◆ WHAT IS NEEDED:
In the entries below, every line with the string "Pierre" is to be reported.

◆ INFORMATION GIVEN:
- Opening Delimiter -

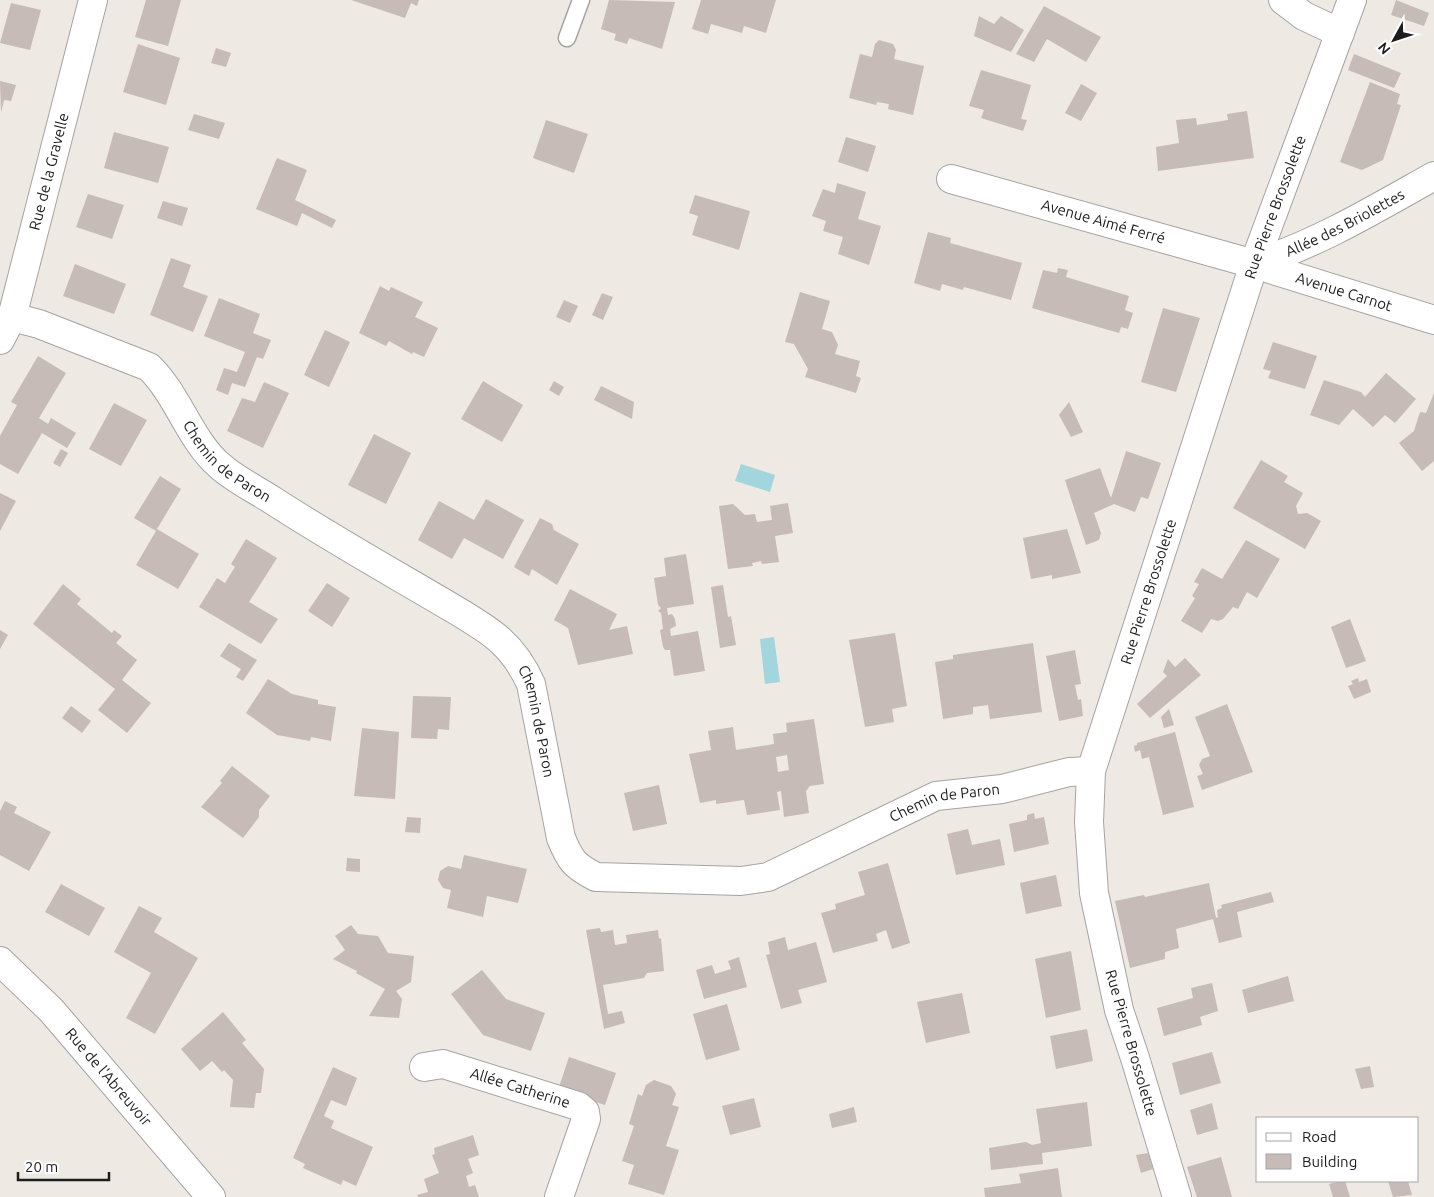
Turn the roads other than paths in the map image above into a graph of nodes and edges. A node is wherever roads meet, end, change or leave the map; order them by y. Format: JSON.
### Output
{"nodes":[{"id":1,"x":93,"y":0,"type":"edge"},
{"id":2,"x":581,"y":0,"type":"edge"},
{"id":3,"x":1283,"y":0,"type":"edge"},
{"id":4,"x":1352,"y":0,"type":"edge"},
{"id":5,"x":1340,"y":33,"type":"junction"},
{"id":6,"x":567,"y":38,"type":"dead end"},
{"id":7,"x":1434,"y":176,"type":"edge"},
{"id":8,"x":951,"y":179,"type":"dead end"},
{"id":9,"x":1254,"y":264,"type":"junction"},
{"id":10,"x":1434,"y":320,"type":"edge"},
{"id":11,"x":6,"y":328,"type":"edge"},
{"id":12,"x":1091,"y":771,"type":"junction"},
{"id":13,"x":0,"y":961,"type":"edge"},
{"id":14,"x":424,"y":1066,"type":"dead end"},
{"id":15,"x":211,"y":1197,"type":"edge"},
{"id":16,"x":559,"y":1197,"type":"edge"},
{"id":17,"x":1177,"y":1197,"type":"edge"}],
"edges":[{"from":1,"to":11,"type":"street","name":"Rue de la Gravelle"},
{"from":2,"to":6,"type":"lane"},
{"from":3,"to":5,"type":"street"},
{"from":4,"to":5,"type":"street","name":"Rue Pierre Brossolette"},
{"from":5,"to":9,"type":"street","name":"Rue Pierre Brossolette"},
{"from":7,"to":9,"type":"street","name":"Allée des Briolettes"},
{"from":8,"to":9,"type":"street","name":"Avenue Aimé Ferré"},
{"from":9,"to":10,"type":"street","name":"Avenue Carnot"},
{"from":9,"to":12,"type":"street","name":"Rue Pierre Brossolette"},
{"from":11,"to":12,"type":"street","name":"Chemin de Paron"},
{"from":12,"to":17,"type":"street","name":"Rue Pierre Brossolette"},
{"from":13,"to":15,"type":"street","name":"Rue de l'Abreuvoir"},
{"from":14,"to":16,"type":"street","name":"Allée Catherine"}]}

- Closing Delimiter -
- Opening Delimiter -

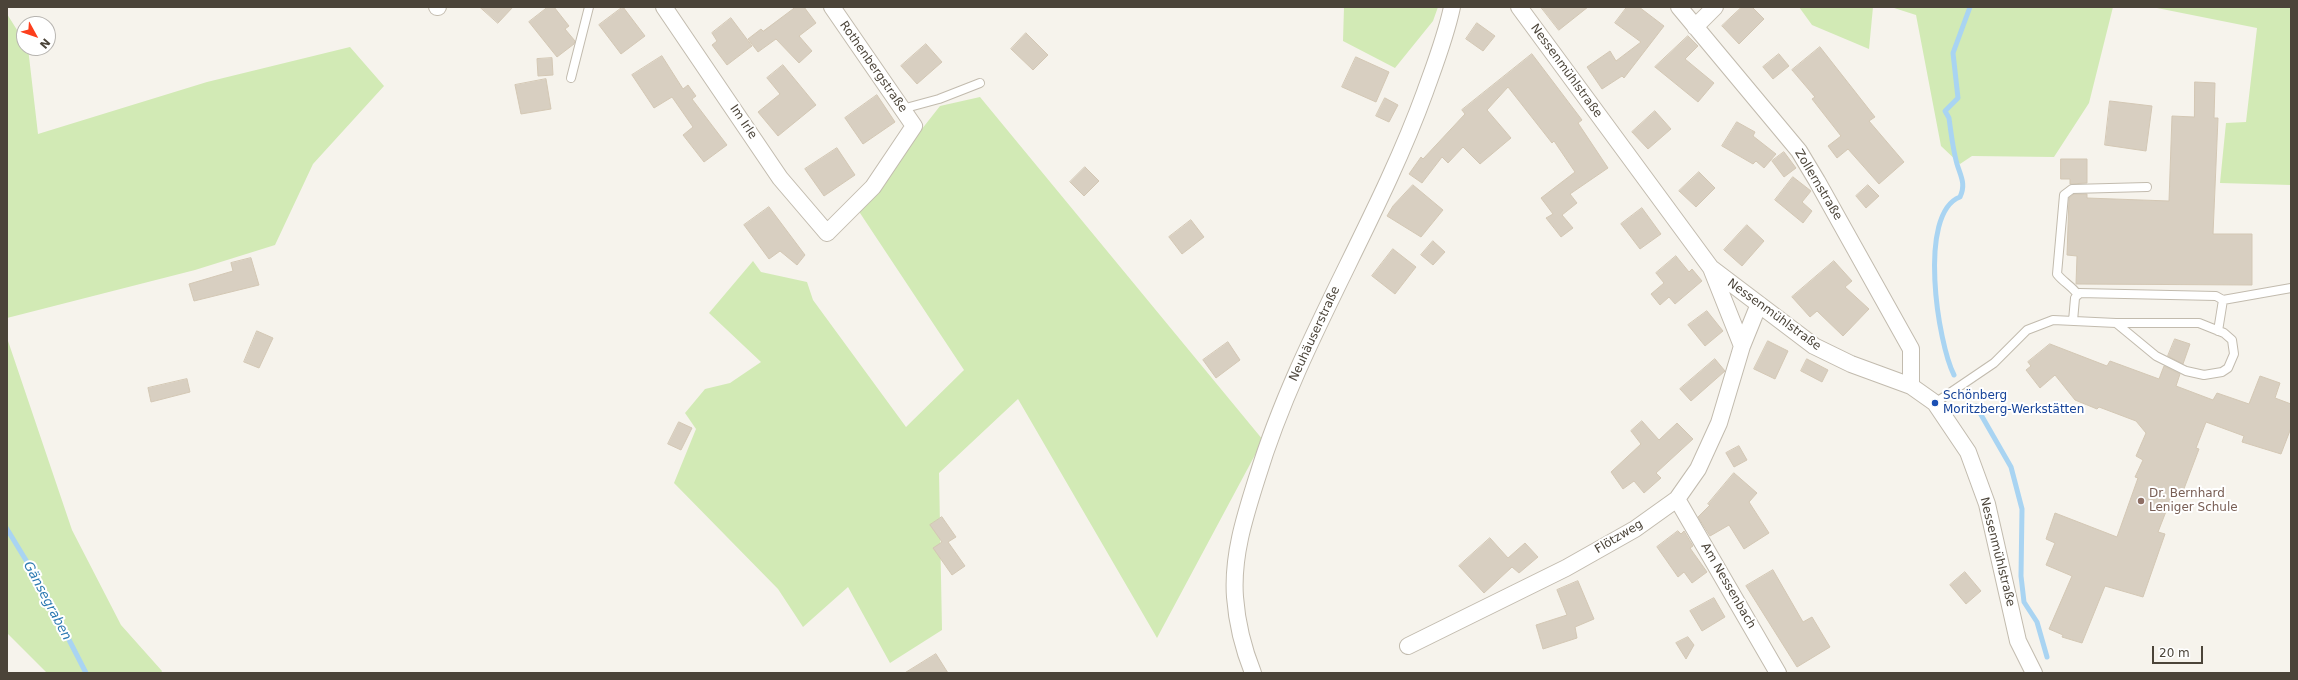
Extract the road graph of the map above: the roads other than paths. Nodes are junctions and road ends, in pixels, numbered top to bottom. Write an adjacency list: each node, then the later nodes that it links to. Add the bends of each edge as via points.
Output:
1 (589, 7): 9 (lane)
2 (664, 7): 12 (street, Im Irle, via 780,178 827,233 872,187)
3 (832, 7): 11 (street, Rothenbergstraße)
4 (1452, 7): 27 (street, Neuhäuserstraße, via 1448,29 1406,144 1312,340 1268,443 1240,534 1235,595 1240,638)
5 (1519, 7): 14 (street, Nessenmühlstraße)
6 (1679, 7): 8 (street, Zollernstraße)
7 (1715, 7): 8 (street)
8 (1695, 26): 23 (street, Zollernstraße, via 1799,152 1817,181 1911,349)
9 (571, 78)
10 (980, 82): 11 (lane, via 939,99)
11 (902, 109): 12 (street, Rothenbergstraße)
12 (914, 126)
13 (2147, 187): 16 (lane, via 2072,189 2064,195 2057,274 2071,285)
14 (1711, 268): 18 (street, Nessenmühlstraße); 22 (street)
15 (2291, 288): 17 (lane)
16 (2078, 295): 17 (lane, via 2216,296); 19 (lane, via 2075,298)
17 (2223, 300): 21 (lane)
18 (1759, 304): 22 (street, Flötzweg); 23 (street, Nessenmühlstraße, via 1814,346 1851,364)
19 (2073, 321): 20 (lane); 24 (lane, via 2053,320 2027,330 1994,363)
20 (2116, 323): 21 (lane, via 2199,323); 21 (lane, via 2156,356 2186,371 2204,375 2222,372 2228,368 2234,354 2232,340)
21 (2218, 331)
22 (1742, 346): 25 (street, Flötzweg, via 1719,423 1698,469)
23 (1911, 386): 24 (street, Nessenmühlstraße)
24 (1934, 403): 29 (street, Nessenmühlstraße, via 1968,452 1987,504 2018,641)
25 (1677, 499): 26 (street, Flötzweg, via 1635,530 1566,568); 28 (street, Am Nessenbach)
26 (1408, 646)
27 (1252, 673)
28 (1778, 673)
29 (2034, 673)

- Closing Delimiter -

◆ SOLUTION FOR THIS PROBLEM:
{"from":4,"to":5,"type":"street","name":"Rue Pierre Brossolette"},
{"from":5,"to":9,"type":"street","name":"Rue Pierre Brossolette"},
{"from":9,"to":12,"type":"street","name":"Rue Pierre Brossolette"},
{"from":12,"to":17,"type":"street","name":"Rue Pierre Brossolette"},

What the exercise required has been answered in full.